- In studying language and occupation, you should consider particular forms (instruction, interview, discussion, conference, briefing, appointing, disciplining) in relation to their functions. We can understand forms
- in an explicit sense as those kinds of activity that we can name (job interview, team briefing, disciplinary tribunal, conference, marriage ceremony)
- in a looser descriptive sense (discussing a problem, telling a manager about an incident, asking an expert for guidance).
- Here are some general functions of language in occupational contexts:
- Communicating information
- Requesting help
- Confirming arrangements
- Instructing employees or colleagues to do something
- Making things happen or enacting them
- Language interactions may occur between or among those within a given occupation, or between those inside and those outside (customers, clients, the “general public”).

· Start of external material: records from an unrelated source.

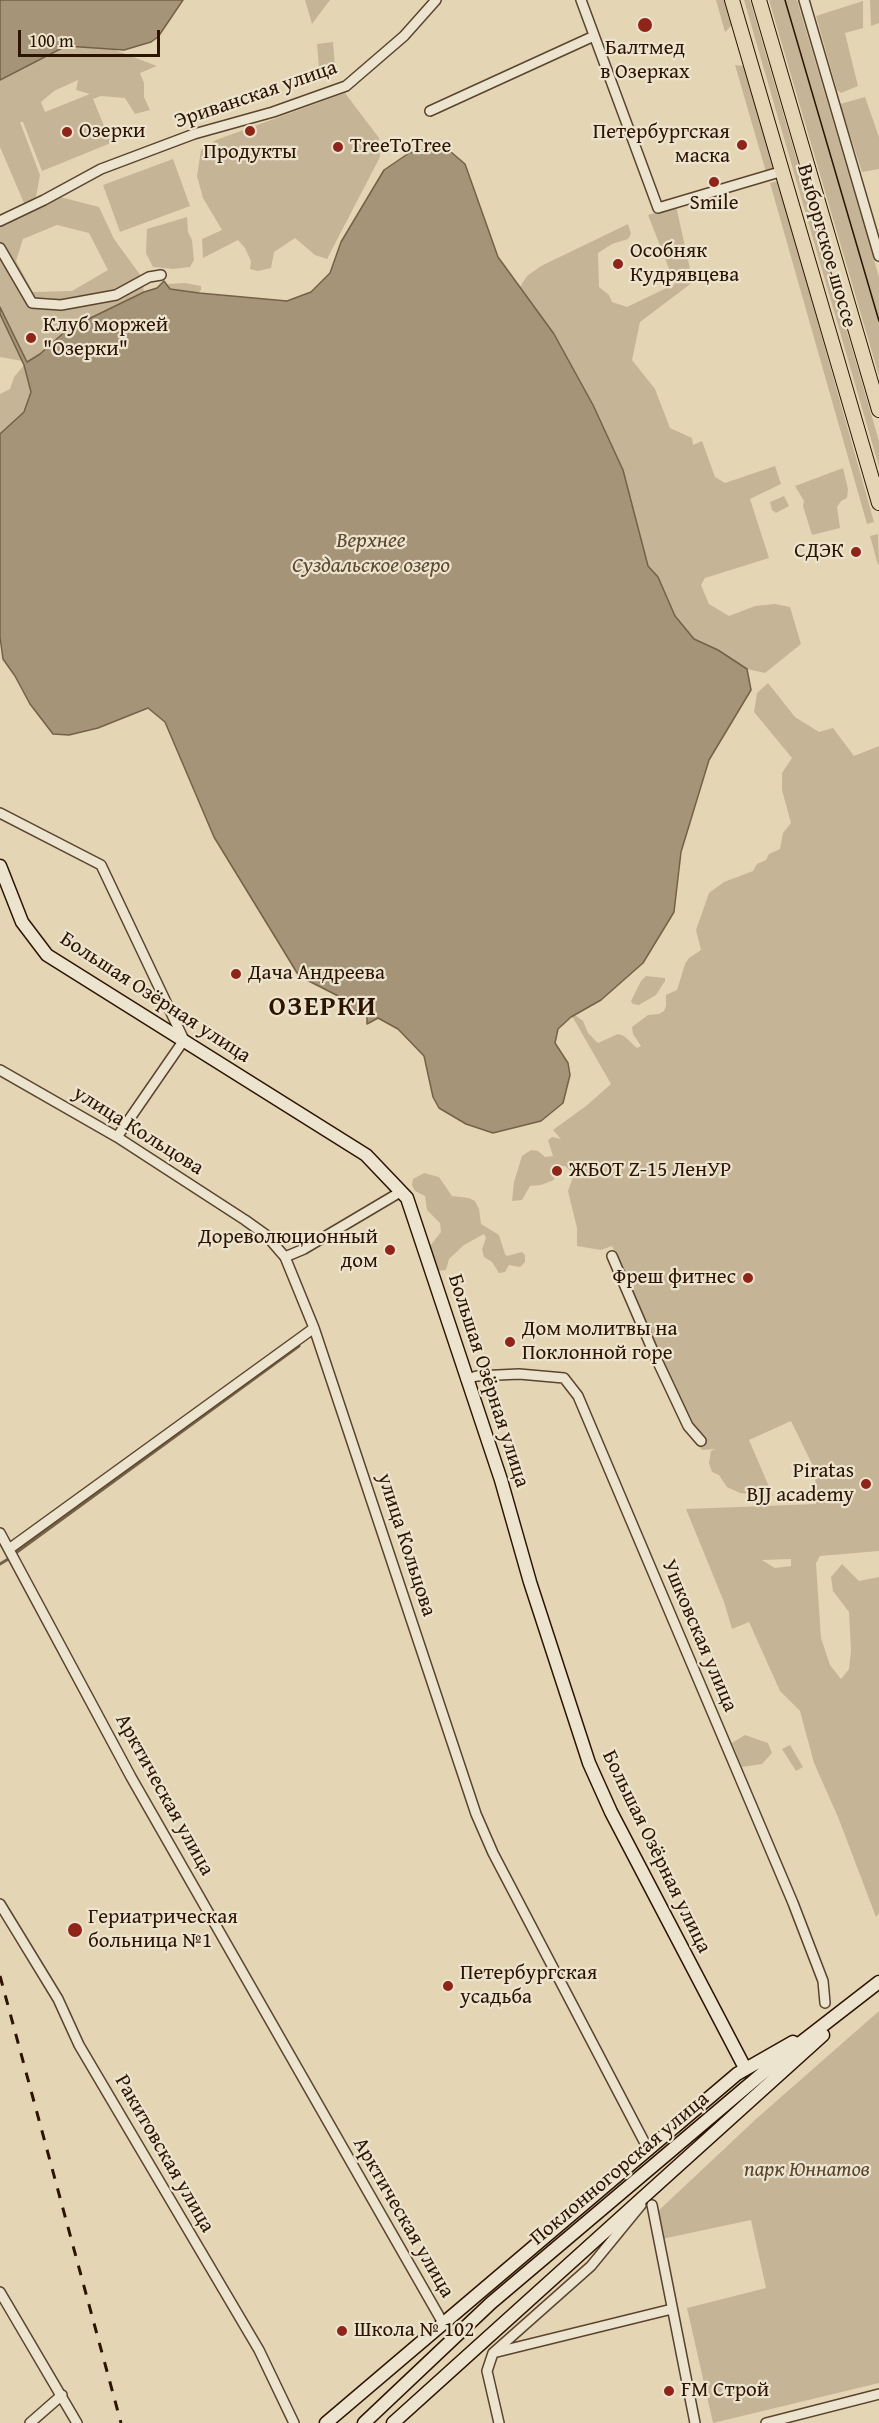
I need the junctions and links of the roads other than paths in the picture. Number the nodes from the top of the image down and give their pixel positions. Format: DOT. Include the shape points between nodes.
graph roads {
  1 [pos="436,0"];
  2 [pos="581,0"];
  3 [pos="732,0"];
  4 [pos="759,0"];
  5 [pos="804,0"];
  6 [pos="594,36"];
  7 [pos="430,111"];
  8 [pos="783,171"];
  9 [pos="0,221"];
  10 [pos="0,248"];
  11 [pos="879,256"];
  12 [pos="161,275"];
  13 [pos="879,410"];
  14 [pos="879,503"];
  15 [pos="0,813"];
  16 [pos="0,866"];
  17 [pos="184,1040"];
  18 [pos="0,1070"];
  19 [pos="117,1137"];
  20 [pos="402,1191"];
  21 [pos="612,1256"];
  22 [pos="285,1257"];
  23 [pos="314,1328"];
  24 [pos="466,1379"];
  25 [pos="701,1442"];
  26 [pos="0,1533"];
  27 [pos="9,1549"];
  28 [pos="0,1904"];
  29 [pos="879,1982"];
  30 [pos="879,1988"];
  31 [pos="825,2003"];
  32 [pos="833,2020"];
  33 [pos="745,2068"];
  34 [pos="648,2149"];
  35 [pos="650,2200"];
  36 [pos="0,2292"];
  37 [pos="672,2309"];
  38 [pos="443,2323"];
  39 [pos="493,2353"];
  40 [pos="879,2394"];
  41 [pos="62,2395"];
  42 [pos="30,2423"];
  43 [pos="77,2423"];
  44 [pos="294,2423"];
  45 [pos="326,2423"];
  46 [pos="364,2423"];
  47 [pos="393,2423"];
  48 [pos="499,2423"];
  49 [pos="695,2423"];
  50 [pos="766,2423"];
  1 -- 9 [label="street, Эриванская улица" via="404,36 346,86 194,134 101,169"];
  2 -- 6 [label="street"];
  3 -- 8 [label="main road, Выборгское шоссе"];
  4 -- 13 [label="main road, Выборгское шоссе"];
  5 -- 11 [label="street"];
  6 -- 7 [label="street"];
  6 -- 8 [label="street" via="658,208"];
  8 -- 14 [label="main road, Выборгское шоссе"];
  10 -- 12 [label="street" via="32,303 61,305 116,295 149,277"];
  15 -- 17 [label="street" via="101,865"];
  16 -- 17 [label="street, Большая Озёрная улица" via="22,922 47,955"];
  17 -- 19 [label="street"];
  17 -- 20 [label="street, Большая Озёрная улица" via="366,1155"];
  18 -- 19 [label="street, улица Кольцова"];
  19 -- 22 [label="street, улица Кольцова" via="245,1220 266,1235"];
  20 -- 22 [label="street"];
  20 -- 24 [label="street, Большая Озёрная улица"];
  21 -- 25 [label="street" via="688,1426"];
  22 -- 23 [label="street, улица Кольцова"];
  23 -- 27 [label="street"];
  23 -- 34 [label="street, улица Кольцова" via="476,1814"];
  24 -- 31 [label="street, Ушковская улица" via="519,1374 564,1378 578,1396 793,1903 824,1981"];
  24 -- 33 [label="street, Большая Озёрная улица" via="589,1763"];
  26 -- 27 [label="street, Арктическая улица"];
  27 -- 38 [label="street, Арктическая улица" via="131,1777"];
  28 -- 44 [label="street, Ракитовская улица" via="259,2350"];
  29 -- 32 [label="street, Поклонногорская улица"];
  30 -- 35 [label="street, Поклонногорская улица"];
  32 -- 33 [label="street, Поклонногорская улица"];
  32 -- 46 [label="street, Поклонногорская улица" via="777,2061 491,2303"];
  33 -- 34 [label="street, Поклонногорская улица"];
  34 -- 38 [label="street, Поклонногорская улица"];
  35 -- 37 [label="street"];
  35 -- 39 [label="street" via="591,2266"];
  35 -- 47 [label="street, Поклонногорская улица"];
  36 -- 41 [label="street"];
  37 -- 39 [label="street"];
  37 -- 49 [label="street"];
  38 -- 45 [label="street, Поклонногорская улица"];
  39 -- 48 [label="street" via="487,2371"];
  40 -- 50 [label="street"];
  41 -- 42 [label="street"];
  41 -- 43 [label="street"];
}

This distinction will affect significantly a speaker's language choices.
- Almost every occupation has its own special lexicon - a vocabulary that is specific to the occupation generally (the legal profession, the Merchant Navy, teaching) or more narrowly to the particular solicitors' practice, ship or school.
- Forms only used in the occupation
- forms in the common lexicon but used with meanings which are special to the occupation: justify means very different things to a printer or typesetter and to a priest.
- Lexis is one (admittedly an important one) of various language features that might go to make up a register, which is, in Professor Crystal's phrase “a socially defined variety of language”
- professional orchestral music includes a lexicon of Italian loan words (forte, andante, allegro, pizzicato and so on) with cross-cultural meanings;
- soccer players (and managers and commentators) allows use of the perfect tense in a specific way (he's gone past the defender and given me a good pass, and I've knocked it in)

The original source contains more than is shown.